→ WHAT YOU ARE ASKED TO DO
Write out the data below in full, please. Keep every character as given.

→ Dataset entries
★ ★ ★ ★ ★ ★ ★

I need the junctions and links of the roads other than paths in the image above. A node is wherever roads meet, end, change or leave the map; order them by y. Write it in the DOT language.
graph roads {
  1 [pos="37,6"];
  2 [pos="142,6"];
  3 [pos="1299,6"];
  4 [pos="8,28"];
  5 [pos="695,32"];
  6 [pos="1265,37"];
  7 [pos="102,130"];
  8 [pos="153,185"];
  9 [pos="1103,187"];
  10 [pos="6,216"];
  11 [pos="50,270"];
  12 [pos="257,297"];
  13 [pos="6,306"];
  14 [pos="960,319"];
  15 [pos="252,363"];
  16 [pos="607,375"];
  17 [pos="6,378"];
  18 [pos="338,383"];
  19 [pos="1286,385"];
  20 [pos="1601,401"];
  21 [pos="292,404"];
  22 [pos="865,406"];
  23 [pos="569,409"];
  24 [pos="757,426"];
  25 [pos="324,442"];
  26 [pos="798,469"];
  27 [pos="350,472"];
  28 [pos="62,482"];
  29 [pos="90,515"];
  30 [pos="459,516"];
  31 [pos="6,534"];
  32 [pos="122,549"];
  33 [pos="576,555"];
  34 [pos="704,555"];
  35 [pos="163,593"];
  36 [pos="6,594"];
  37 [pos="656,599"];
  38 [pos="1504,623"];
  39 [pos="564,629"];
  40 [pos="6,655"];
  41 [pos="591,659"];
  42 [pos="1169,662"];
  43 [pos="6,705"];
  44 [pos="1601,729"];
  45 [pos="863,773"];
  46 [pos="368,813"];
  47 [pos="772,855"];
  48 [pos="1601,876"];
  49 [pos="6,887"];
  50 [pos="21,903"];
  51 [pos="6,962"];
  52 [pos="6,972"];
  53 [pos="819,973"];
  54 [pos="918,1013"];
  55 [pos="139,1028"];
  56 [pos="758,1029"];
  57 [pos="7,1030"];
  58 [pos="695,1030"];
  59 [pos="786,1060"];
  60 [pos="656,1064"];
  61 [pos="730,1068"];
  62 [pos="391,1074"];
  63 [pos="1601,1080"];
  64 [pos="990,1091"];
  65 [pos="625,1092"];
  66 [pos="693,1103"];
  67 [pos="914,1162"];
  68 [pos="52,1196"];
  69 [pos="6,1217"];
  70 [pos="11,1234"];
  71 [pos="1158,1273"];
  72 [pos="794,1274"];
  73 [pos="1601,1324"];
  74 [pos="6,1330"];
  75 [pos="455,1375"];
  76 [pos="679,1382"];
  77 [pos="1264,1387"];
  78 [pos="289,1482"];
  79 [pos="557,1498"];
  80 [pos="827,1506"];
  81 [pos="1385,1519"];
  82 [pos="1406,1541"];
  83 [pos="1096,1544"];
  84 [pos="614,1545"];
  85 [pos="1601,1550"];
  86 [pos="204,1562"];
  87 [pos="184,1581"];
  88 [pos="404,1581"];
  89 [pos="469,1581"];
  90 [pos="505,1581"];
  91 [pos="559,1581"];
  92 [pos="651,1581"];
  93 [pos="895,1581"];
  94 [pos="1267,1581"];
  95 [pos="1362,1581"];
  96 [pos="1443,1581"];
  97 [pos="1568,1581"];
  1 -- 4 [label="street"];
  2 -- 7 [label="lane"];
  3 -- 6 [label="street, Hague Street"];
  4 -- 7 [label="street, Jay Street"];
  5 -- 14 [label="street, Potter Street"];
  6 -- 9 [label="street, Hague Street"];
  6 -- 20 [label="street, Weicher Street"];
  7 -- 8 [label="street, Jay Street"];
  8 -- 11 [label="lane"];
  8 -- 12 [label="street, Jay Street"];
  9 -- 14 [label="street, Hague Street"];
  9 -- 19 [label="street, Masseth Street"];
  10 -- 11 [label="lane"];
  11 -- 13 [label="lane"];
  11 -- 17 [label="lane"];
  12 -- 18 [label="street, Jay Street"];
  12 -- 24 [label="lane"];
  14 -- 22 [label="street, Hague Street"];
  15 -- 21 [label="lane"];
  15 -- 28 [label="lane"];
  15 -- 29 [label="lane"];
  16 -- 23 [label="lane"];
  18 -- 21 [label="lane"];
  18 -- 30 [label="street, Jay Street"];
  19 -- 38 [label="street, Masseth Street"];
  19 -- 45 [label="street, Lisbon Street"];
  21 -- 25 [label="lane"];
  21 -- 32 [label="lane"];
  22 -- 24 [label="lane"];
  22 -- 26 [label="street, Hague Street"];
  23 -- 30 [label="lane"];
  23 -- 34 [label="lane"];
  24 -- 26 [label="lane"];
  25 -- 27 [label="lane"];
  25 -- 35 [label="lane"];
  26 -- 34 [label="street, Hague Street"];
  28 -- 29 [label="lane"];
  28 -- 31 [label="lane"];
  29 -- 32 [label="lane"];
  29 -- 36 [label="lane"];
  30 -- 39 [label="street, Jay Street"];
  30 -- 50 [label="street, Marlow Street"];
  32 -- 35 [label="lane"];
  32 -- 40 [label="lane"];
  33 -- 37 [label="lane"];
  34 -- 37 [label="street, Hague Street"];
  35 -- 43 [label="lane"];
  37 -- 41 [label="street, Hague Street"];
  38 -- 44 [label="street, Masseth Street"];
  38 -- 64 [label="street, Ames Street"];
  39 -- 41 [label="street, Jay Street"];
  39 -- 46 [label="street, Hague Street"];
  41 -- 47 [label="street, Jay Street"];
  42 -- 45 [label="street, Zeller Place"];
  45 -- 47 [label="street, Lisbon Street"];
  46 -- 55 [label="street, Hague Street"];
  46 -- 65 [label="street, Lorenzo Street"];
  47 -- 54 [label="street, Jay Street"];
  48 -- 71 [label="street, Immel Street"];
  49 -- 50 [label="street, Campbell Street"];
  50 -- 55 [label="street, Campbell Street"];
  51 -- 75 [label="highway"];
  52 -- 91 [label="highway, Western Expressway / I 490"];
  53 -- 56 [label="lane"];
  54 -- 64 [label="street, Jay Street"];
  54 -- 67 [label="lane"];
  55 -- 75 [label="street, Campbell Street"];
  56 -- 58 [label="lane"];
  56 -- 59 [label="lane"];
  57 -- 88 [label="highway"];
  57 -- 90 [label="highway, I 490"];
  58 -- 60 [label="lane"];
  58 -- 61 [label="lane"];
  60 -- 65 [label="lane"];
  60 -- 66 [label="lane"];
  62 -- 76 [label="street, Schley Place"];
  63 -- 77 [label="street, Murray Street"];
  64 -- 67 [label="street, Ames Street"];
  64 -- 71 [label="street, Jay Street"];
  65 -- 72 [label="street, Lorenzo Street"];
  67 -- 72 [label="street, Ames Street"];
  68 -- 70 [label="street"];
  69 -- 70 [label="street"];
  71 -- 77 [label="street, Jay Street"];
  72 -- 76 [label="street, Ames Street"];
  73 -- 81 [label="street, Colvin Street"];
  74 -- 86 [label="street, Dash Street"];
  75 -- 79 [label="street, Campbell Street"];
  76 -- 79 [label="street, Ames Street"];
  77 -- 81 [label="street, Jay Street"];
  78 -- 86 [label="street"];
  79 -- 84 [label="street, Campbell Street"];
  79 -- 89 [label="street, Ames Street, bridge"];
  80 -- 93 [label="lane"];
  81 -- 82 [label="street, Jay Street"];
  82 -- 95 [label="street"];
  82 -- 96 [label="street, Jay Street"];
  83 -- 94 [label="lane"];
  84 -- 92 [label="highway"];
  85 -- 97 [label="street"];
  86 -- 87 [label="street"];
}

★ ★ ★ ★ ★ ★ ★

→ RESPONSE TO THE TASK
I need the junctions and links of the roads other than paths in the image above. A node is wherever roads meet, end, change or leave the map; order them by y. Write it in the DOT language.
graph roads {
  1 [pos="37,6"];
  2 [pos="142,6"];
  3 [pos="1299,6"];
  4 [pos="8,28"];
  5 [pos="695,32"];
  6 [pos="1265,37"];
  7 [pos="102,130"];
  8 [pos="153,185"];
  9 [pos="1103,187"];
  10 [pos="6,216"];
  11 [pos="50,270"];
  12 [pos="257,297"];
  13 [pos="6,306"];
  14 [pos="960,319"];
  15 [pos="252,363"];
  16 [pos="607,375"];
  17 [pos="6,378"];
  18 [pos="338,383"];
  19 [pos="1286,385"];
  20 [pos="1601,401"];
  21 [pos="292,404"];
  22 [pos="865,406"];
  23 [pos="569,409"];
  24 [pos="757,426"];
  25 [pos="324,442"];
  26 [pos="798,469"];
  27 [pos="350,472"];
  28 [pos="62,482"];
  29 [pos="90,515"];
  30 [pos="459,516"];
  31 [pos="6,534"];
  32 [pos="122,549"];
  33 [pos="576,555"];
  34 [pos="704,555"];
  35 [pos="163,593"];
  36 [pos="6,594"];
  37 [pos="656,599"];
  38 [pos="1504,623"];
  39 [pos="564,629"];
  40 [pos="6,655"];
  41 [pos="591,659"];
  42 [pos="1169,662"];
  43 [pos="6,705"];
  44 [pos="1601,729"];
  45 [pos="863,773"];
  46 [pos="368,813"];
  47 [pos="772,855"];
  48 [pos="1601,876"];
  49 [pos="6,887"];
  50 [pos="21,903"];
  51 [pos="6,962"];
  52 [pos="6,972"];
  53 [pos="819,973"];
  54 [pos="918,1013"];
  55 [pos="139,1028"];
  56 [pos="758,1029"];
  57 [pos="7,1030"];
  58 [pos="695,1030"];
  59 [pos="786,1060"];
  60 [pos="656,1064"];
  61 [pos="730,1068"];
  62 [pos="391,1074"];
  63 [pos="1601,1080"];
  64 [pos="990,1091"];
  65 [pos="625,1092"];
  66 [pos="693,1103"];
  67 [pos="914,1162"];
  68 [pos="52,1196"];
  69 [pos="6,1217"];
  70 [pos="11,1234"];
  71 [pos="1158,1273"];
  72 [pos="794,1274"];
  73 [pos="1601,1324"];
  74 [pos="6,1330"];
  75 [pos="455,1375"];
  76 [pos="679,1382"];
  77 [pos="1264,1387"];
  78 [pos="289,1482"];
  79 [pos="557,1498"];
  80 [pos="827,1506"];
  81 [pos="1385,1519"];
  82 [pos="1406,1541"];
  83 [pos="1096,1544"];
  84 [pos="614,1545"];
  85 [pos="1601,1550"];
  86 [pos="204,1562"];
  87 [pos="184,1581"];
  88 [pos="404,1581"];
  89 [pos="469,1581"];
  90 [pos="505,1581"];
  91 [pos="559,1581"];
  92 [pos="651,1581"];
  93 [pos="895,1581"];
  94 [pos="1267,1581"];
  95 [pos="1362,1581"];
  96 [pos="1443,1581"];
  97 [pos="1568,1581"];
  1 -- 4 [label="street"];
  2 -- 7 [label="lane"];
  3 -- 6 [label="street, Hague Street"];
  4 -- 7 [label="street, Jay Street"];
  5 -- 14 [label="street, Potter Street"];
  6 -- 9 [label="street, Hague Street"];
  6 -- 20 [label="street, Weicher Street"];
  7 -- 8 [label="street, Jay Street"];
  8 -- 11 [label="lane"];
  8 -- 12 [label="street, Jay Street"];
  9 -- 14 [label="street, Hague Street"];
  9 -- 19 [label="street, Masseth Street"];
  10 -- 11 [label="lane"];
  11 -- 13 [label="lane"];
  11 -- 17 [label="lane"];
  12 -- 18 [label="street, Jay Street"];
  12 -- 24 [label="lane"];
  14 -- 22 [label="street, Hague Street"];
  15 -- 21 [label="lane"];
  15 -- 28 [label="lane"];
  15 -- 29 [label="lane"];
  16 -- 23 [label="lane"];
  18 -- 21 [label="lane"];
  18 -- 30 [label="street, Jay Street"];
  19 -- 38 [label="street, Masseth Street"];
  19 -- 45 [label="street, Lisbon Street"];
  21 -- 25 [label="lane"];
  21 -- 32 [label="lane"];
  22 -- 24 [label="lane"];
  22 -- 26 [label="street, Hague Street"];
  23 -- 30 [label="lane"];
  23 -- 34 [label="lane"];
  24 -- 26 [label="lane"];
  25 -- 27 [label="lane"];
  25 -- 35 [label="lane"];
  26 -- 34 [label="street, Hague Street"];
  28 -- 29 [label="lane"];
  28 -- 31 [label="lane"];
  29 -- 32 [label="lane"];
  29 -- 36 [label="lane"];
  30 -- 39 [label="street, Jay Street"];
  30 -- 50 [label="street, Marlow Street"];
  32 -- 35 [label="lane"];
  32 -- 40 [label="lane"];
  33 -- 37 [label="lane"];
  34 -- 37 [label="street, Hague Street"];
  35 -- 43 [label="lane"];
  37 -- 41 [label="street, Hague Street"];
  38 -- 44 [label="street, Masseth Street"];
  38 -- 64 [label="street, Ames Street"];
  39 -- 41 [label="street, Jay Street"];
  39 -- 46 [label="street, Hague Street"];
  41 -- 47 [label="street, Jay Street"];
  42 -- 45 [label="street, Zeller Place"];
  45 -- 47 [label="street, Lisbon Street"];
  46 -- 55 [label="street, Hague Street"];
  46 -- 65 [label="street, Lorenzo Street"];
  47 -- 54 [label="street, Jay Street"];
  48 -- 71 [label="street, Immel Street"];
  49 -- 50 [label="street, Campbell Street"];
  50 -- 55 [label="street, Campbell Street"];
  51 -- 75 [label="highway"];
  52 -- 91 [label="highway, Western Expressway / I 490"];
  53 -- 56 [label="lane"];
  54 -- 64 [label="street, Jay Street"];
  54 -- 67 [label="lane"];
  55 -- 75 [label="street, Campbell Street"];
  56 -- 58 [label="lane"];
  56 -- 59 [label="lane"];
  57 -- 88 [label="highway"];
  57 -- 90 [label="highway, I 490"];
  58 -- 60 [label="lane"];
  58 -- 61 [label="lane"];
  60 -- 65 [label="lane"];
  60 -- 66 [label="lane"];
  62 -- 76 [label="street, Schley Place"];
  63 -- 77 [label="street, Murray Street"];
  64 -- 67 [label="street, Ames Street"];
  64 -- 71 [label="street, Jay Street"];
  65 -- 72 [label="street, Lorenzo Street"];
  67 -- 72 [label="street, Ames Street"];
  68 -- 70 [label="street"];
  69 -- 70 [label="street"];
  71 -- 77 [label="street, Jay Street"];
  72 -- 76 [label="street, Ames Street"];
  73 -- 81 [label="street, Colvin Street"];
  74 -- 86 [label="street, Dash Street"];
  75 -- 79 [label="street, Campbell Street"];
  76 -- 79 [label="street, Ames Street"];
  77 -- 81 [label="street, Jay Street"];
  78 -- 86 [label="street"];
  79 -- 84 [label="street, Campbell Street"];
  79 -- 89 [label="street, Ames Street, bridge"];
  80 -- 93 [label="lane"];
  81 -- 82 [label="street, Jay Street"];
  82 -- 95 [label="street"];
  82 -- 96 [label="street, Jay Street"];
  83 -- 94 [label="lane"];
  84 -- 92 [label="highway"];
  85 -- 97 [label="street"];
  86 -- 87 [label="street"];
}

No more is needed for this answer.